The task ▸ Starting at the first line of the entries, extract each line up to and including the one that contains "background:#f2f2f2; color:#202124; height:100vh;", but leave out the pictures.

Recorded data
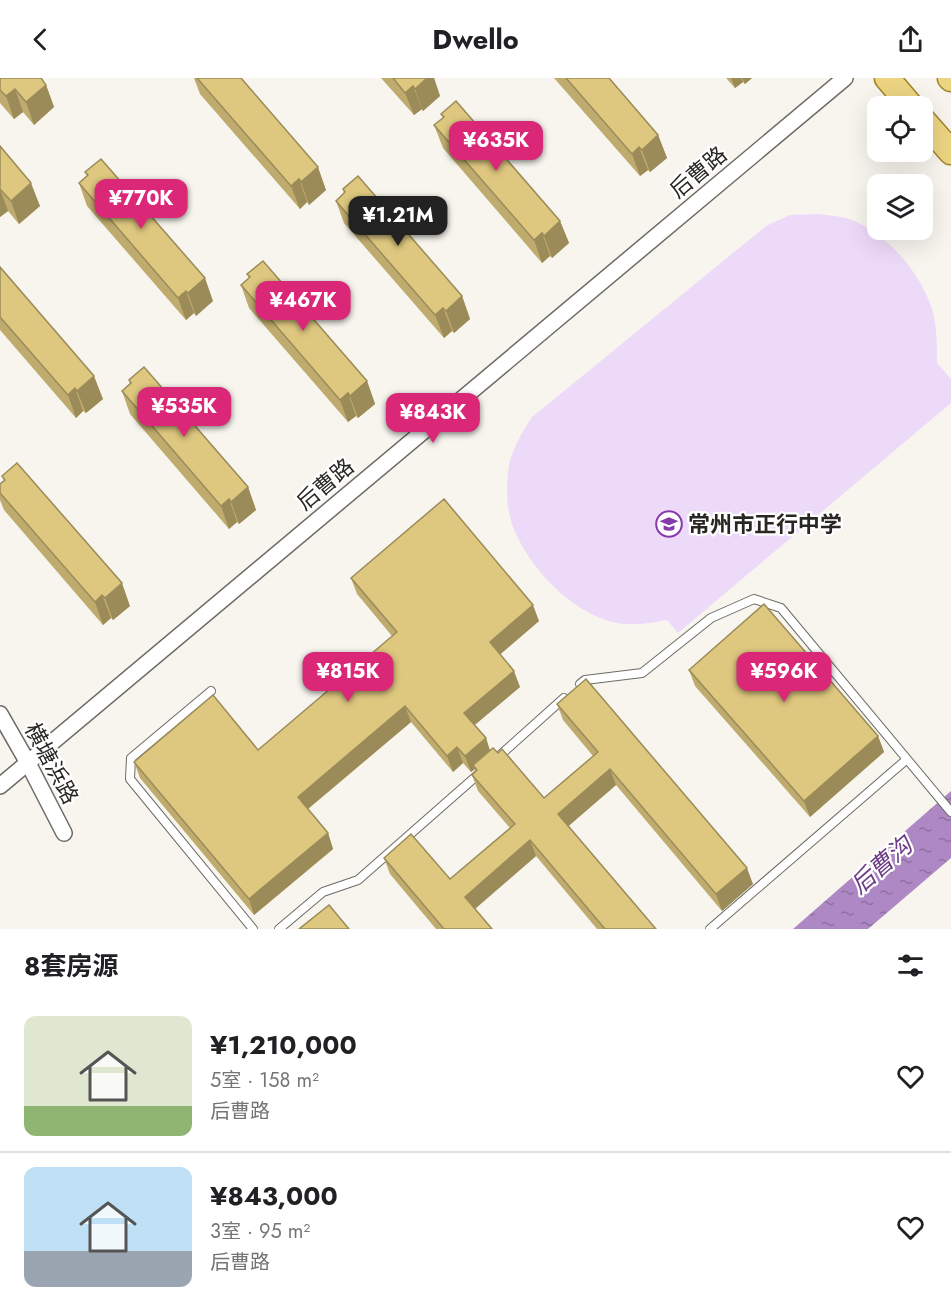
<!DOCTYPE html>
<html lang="zh">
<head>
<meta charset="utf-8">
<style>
	body { margin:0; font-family:Jost,"Noto Sans SC",sans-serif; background:#f2f2f2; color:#202124; height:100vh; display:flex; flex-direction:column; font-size:22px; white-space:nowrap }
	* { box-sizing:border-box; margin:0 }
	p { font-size:20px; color:#757577 }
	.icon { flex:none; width:33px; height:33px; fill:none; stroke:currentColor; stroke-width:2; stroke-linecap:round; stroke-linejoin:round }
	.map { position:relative; height:851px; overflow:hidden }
	.drawer { display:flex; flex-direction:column; background:#fff; flex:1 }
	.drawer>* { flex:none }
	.tools { position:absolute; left:867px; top:18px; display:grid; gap:12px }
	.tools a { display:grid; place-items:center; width:66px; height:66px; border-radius:12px; background:#fff; box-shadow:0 6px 24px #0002; font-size:30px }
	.price { position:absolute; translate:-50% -51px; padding:0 14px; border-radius:12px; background:#db2777; color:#fff; font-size:20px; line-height:39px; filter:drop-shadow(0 2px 3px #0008) }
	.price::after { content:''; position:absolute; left:50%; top:36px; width:18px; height:14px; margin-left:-9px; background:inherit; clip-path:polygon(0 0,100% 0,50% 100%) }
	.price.current { background:#222; color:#fff }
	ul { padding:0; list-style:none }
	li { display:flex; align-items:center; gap:18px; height:150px; padding:0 24px }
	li+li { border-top:2px solid #e0e0e0 }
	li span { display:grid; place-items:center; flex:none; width:168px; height:120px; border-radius:12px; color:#555 }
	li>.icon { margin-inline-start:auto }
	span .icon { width:72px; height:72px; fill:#fffc; stroke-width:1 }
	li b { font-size:26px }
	h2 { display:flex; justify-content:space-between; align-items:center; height:72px; padding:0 24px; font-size:26px }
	header { display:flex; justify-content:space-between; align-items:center; height:78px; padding:0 24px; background:#fff; font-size:27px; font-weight:700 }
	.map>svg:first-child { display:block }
</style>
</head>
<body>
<header><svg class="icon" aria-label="back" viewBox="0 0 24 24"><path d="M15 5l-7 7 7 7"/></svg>Dwello<svg class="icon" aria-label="share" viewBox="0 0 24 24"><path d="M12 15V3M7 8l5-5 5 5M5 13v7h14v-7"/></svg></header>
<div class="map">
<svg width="951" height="851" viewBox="0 0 951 851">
	<defs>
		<pattern id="water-ripples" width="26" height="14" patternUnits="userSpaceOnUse" patternTransform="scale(1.5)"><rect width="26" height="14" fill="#ae88c4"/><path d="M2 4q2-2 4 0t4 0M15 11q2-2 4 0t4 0" fill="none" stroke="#8e6f9f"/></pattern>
	</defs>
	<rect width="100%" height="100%" fill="#f7f5ee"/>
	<path fill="#eddaf9" d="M818,136C827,137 837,138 846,140C884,152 920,193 932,231C937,248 937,267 937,285L951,301V325L678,555L667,542C650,545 634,548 617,545C572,536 529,490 513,449C507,432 506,412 508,394C510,374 521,357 531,340L766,148L790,137Z"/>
	<path fill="url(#water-ripples)" d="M951,713V780L868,851H793Z"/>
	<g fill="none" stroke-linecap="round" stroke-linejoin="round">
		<g stroke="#6d6b65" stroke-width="10">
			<g id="lane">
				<path d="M580,606L585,602L642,595L711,540L754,521L781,530L951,734"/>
				<path d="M211,613L131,680L130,701L253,851"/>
				<path d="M497,680L564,620"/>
				<path d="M279,851L323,814L358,802L481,694"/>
				<path d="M710,851L906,682"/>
			</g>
		</g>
		<g stroke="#6d6b65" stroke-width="18">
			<g id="street">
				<path d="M0,636L28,685L64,755"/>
				<path d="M0,708L845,0"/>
			</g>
		</g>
		<g stroke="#9f852b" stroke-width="27">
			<g id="primary">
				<path d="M887,0L911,28"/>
				<path d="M950,0L951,1"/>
				<path d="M922,41L951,74"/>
			</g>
		</g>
		<use href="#lane" stroke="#fff" stroke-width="8"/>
		<use href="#street" stroke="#fff" stroke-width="15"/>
		<use href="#primary" stroke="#ecd482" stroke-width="24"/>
	</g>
	<g fill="#bfab6d">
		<path d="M0,0L46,7L54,29L34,47L23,34L14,41L0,25Z"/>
		<path d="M194,0H241L326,112L309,127L307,124L300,131L200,16Z"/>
		<path d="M381,0H434L440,18L423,33L422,31L414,37Z"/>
		<path d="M554,0H609L658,57L667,80L650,94L648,92L640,98Z"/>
		<path d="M726,0H752L745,6L743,4L735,10Z"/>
		<path d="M441,36L560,143L569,165L552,180L550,178L542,185L443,70L434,47L443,40Z"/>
		<path d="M0,68L40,128L19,146L8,133L0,139Z"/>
		<path d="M85,94L213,223L196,238L194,235L186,242L87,128L79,105L87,98Z"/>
		<path d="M343,111L462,218L470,241L454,255L452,253L444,260L344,145L336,123L344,115Z"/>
		<path d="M0,189L103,321L86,335L83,333L76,340L0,252Z"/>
		<path d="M247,196L367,303L375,326L358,340L356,338L348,344L249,230L241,207L249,200Z"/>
		<path d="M129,302L248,409L256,432L239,446L237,444L229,451L130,336L122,313L130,306Z"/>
		<path d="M2,398L130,528L113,542L111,540L103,547L4,432L0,422V406L4,403Z"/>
		<path d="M351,500L539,543L500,576L520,609L474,647L486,660L490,673L498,675L544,720L593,678L563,642L557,626L753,806L722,833L616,707L568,748L656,851H597L536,778L475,831L492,851H436L390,796L384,780L450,801L510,750L478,713L472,697L475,694V691L471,694L463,685L453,694L411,644L308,731L328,755L333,771L254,837L140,700L134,684L258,672L392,558L357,516Z"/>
		<path d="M689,592L878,658L884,674L810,739L695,608Z"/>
	</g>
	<g fill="#9b8b59">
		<path d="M427,0H434L440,18L423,33L415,11Z"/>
		<path d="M731,0H741L743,4L735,10Z"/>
		<path d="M742,0H752L745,6Z"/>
		<path d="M46,7L54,29L34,47L26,24Z"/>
		<path d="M413,8L422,31L414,37L405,15Z"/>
		<path d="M15,11L23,34L14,41L6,18Z"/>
		<path d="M658,57L667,80L650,94L642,72Z"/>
		<path d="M639,69L648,92L640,98L632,76Z"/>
		<path d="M318,89L326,112L309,127L301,104Z"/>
		<path d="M299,101L307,124L300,131L291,108Z"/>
		<path d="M31,105L40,128L19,146L11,123Z"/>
		<path d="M0,111L8,133L0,139Z"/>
		<path d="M560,143L569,165L552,180L544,158Z"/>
		<path d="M542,155L550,178L542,185L534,162Z"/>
		<path d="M205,200L213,223L196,238L188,215Z"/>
		<path d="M186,213L194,235L186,242L178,220Z"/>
		<path d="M462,218L470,241L454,255L446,233Z"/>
		<path d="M443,230L452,253L444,260L435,237Z"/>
		<path d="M94,298L103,321L86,335L77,313Z"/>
		<path d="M367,303L375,326L358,340L350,318Z"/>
		<path d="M75,310L83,333L76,340L68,317Z"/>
		<path d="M348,315L356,338L348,344L340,322Z"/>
		<path d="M248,409L256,432L239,446L231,424Z"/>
		<path d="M229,421L237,444L229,451L221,428Z"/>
		<path d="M122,505L130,528L113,542L105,520Z"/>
		<path d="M102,517L111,540L103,547L95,524Z"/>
		<path d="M533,527L539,543L496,580L490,564Z"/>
		<path d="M514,593L520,609L470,651L464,635Z"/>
		<path d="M405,628L411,644L303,735L298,719Z"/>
		<path d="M878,658L884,674L810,739L804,723Z"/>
		<path d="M486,660L491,676L473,687L475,691L471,694L465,678Z"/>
		<path d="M457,669L463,685L453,694L447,678Z"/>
		<path d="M610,691L616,707L564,752L558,736Z"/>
		<path d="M328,755L333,771L254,837L249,821Z"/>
		<path d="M530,762L536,778L470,835L465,819Z"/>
		<path d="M747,790L753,806L722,833L716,816Z"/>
	</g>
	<g fill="#dec77f" stroke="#9b8b59" stroke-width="1.5">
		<path d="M0,0H41L46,7L26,24L15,11L6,18L0,12Z"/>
		<path d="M197,0H241L318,89L301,104L299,101L291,108Z"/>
		<path d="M393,0H427L415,11L413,8L405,15Z"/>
		<path d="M566,0H609L658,57L642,72L639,69L632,76Z"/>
		<path d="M456,23L560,143L544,158L542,155L534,162L434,47L444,39L441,36Z"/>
		<path d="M0,68L31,105L11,123L0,111Z"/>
		<path d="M101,81L205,200L188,215L186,213L178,220L79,105L88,97L85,94Z"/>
		<path d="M358,98L462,218L446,233L443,230L435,237L336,123L345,114L343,111Z"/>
		<path d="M263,183L367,303L350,318L348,315L340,322L241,207L250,199L247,196Z"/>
		<path d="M0,189L94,298L77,313L75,310L68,317L0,239Z"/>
		<path d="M144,289L248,409L231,424L229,421L221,428L122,313L131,305L129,302Z"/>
		<path d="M17,385L122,505L105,520L102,517L95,524L0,415V406L5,402L2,398Z"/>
		<path d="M444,421L533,527L490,564L514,593L464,635L486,660L465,678L457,669L447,678L405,628L298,719L328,755L249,821L134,684L213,617L258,672L397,554L351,500Z"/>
		<path d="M764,526L878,658L804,723L689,592Z"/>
		<path d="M586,601L747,790L716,816L610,691L558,736L656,851H605L530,762L465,819L492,851H444L384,780L411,756L450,801L515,746L472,697L477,692L473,687L493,670L498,675L502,671L544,720L598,674L557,626Z"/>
		<path d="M329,827L349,851H299Z"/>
	</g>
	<defs>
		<g id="school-ring" transform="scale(1.35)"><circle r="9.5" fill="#fff" stroke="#863aac" stroke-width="1.5"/><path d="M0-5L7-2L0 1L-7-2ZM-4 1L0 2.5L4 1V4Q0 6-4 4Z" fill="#863aac"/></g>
	</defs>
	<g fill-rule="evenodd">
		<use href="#school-ring" x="669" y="446"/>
	</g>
	<g text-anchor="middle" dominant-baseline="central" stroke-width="4.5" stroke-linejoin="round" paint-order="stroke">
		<g font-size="22" fill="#282724" stroke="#fff">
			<text transform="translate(698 94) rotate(-40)">后曹路</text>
			<text transform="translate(325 406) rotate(-40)">后曹路</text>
			<text transform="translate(52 685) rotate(62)">横塘浜路</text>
		</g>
		<g font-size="22" font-weight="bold" fill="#282724" stroke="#fff" text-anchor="start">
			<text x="688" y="446">常州市正行中学</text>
		</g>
		<g font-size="24" font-style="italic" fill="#6c3c86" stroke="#fff">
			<text transform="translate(881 787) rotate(-41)">后曹沟</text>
		</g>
	</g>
</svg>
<div class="tools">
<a><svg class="icon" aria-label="locate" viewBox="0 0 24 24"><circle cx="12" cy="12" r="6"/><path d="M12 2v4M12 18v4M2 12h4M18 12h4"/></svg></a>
<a><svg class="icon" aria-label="layers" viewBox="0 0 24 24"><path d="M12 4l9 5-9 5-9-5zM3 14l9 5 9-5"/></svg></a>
</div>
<b class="price" style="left:496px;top:94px">¥635K</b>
<b class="price" style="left:141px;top:152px">¥770K</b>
<b class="price current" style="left:398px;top:169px">¥1.21M</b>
<b class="price" style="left:303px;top:254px">¥467K</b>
<b class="price" style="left:184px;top:360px">¥535K</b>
<b class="price" style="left:433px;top:366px">¥843K</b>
<b class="price" style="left:348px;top:625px">¥815K</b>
<b class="price" style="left:784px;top:625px">¥596K</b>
</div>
<section class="drawer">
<h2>8套房源<svg class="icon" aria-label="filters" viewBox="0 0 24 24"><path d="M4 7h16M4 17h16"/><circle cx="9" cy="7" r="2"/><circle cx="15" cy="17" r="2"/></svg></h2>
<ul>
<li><span style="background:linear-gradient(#dfe7d0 75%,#8fb573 0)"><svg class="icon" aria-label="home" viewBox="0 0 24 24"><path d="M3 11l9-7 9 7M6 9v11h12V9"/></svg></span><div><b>¥1,210,000</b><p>5室 · 158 m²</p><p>后曹路</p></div><svg class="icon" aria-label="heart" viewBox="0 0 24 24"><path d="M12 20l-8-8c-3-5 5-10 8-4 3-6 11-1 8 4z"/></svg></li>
<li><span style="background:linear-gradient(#bfe0f5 70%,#9aa5b1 0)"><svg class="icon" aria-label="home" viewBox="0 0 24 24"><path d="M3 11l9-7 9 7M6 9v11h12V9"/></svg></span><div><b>¥843,000</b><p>3室 · 95 m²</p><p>后曹路</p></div><svg class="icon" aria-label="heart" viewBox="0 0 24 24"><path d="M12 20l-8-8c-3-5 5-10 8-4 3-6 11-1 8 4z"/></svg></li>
</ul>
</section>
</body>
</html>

Your response ▸
<!DOCTYPE html>
<html lang="zh">
<head>
<meta charset="utf-8">
<style>
	body { margin:0; font-family:Jost,"Noto Sans SC",sans-serif; background:#f2f2f2; color:#202124; height:100vh; display:flex; flex-direction:column; font-size:22px; white-space:nowrap }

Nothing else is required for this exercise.